One of my friends is a very successful musician. He tours the world. When he’s on stage the audience sings along. They clap and cheer and scream his name. This doesn’t happen to me. Aside from snarky reviews in niche magazines, the response to art and writing is typically very quiet. Never once at an art opening have people gathered around one of my paintings and clapped. I’m not saying I want people to applaud me, to scream “I love you Brad!” Well, it’s possible I might like that, sure. But praise isn’t the point. With music—and with most other vocations—there is a very clear exchange of energy, to use a corny expression. Things are black and white. Meaning and value aren’t elusive. The musician on stage expends energy wailing on their guitar or singing, and the audience sends energy back in the form of noise, or dancing. Most jobs work this way. A doctor gives a patient good news, and the patient expresses relief. If it’s bad news, treatment begins. The delivery person hands a package off to its owner, goes home to their family, and later gets a paycheck. The waiter brings food to a hungry person who then eats it, etcetera. The jobs I chose for myself are much different. 

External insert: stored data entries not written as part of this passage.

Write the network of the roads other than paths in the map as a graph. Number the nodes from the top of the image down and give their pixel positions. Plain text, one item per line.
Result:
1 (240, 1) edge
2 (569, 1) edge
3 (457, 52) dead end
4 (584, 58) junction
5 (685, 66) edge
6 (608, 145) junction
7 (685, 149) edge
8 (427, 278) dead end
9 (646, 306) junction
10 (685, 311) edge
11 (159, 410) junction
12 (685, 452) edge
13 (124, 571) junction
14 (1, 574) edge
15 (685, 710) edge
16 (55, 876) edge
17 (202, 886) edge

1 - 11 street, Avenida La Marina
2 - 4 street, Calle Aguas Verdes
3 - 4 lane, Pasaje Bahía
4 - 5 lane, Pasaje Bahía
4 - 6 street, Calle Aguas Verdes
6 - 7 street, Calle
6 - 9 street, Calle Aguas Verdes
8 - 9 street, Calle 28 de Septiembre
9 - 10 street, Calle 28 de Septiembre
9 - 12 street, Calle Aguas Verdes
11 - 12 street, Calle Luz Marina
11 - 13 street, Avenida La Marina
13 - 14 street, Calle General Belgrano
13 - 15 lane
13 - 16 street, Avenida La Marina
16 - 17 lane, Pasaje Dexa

Art and writing are both abstract pursuits. A painting that takes weeks to make and is exhibited in a prestigious gallery might not sell. A short story published in a fancy magazine may elicit zero response. Artists put their hearts into something then send it into the void, with no guarantee of compensation, praise, or even criticism. The worst response—no response—is the most common. It can wear on a person, or it wore on me. I was shocked to discover I was hungry for interaction. 

I volunteered this morning. Monday is French toast day, the busiest day of the week. Phyllis—who’s in her late 90s—loves French toast day, and always tries to sneak a second helping. Because the senior’s breakfast is run by a charity there are a limited number of meals available, and no seconds allowed. But the volunteers are also allotted a meal, so on Mondays I give my French toast to Phyllis, who sneaks it out in her bag. In return for my breakfast, she gives me a grandmotherly look, a big smile, and sometimes pats my back. To say it feels good is an obscene understatement. Things like this never happened in my studio. I’ve been an artist for a very long time, but I’m not sure making art has ever given me a sense of purpose. Volunteering does.

Because the material for my work always originated in my own mind, I was always thinking. At the community center—wiping down a table or cleaning a dirty dish—I’m thinking only of what I can do for others. When I’m not thinking about myself, I’m not plagued by the constellation of insecurities and fears that rattle around in my brain. For two hours a week I’m not Brad, and that’s been an enormous relief.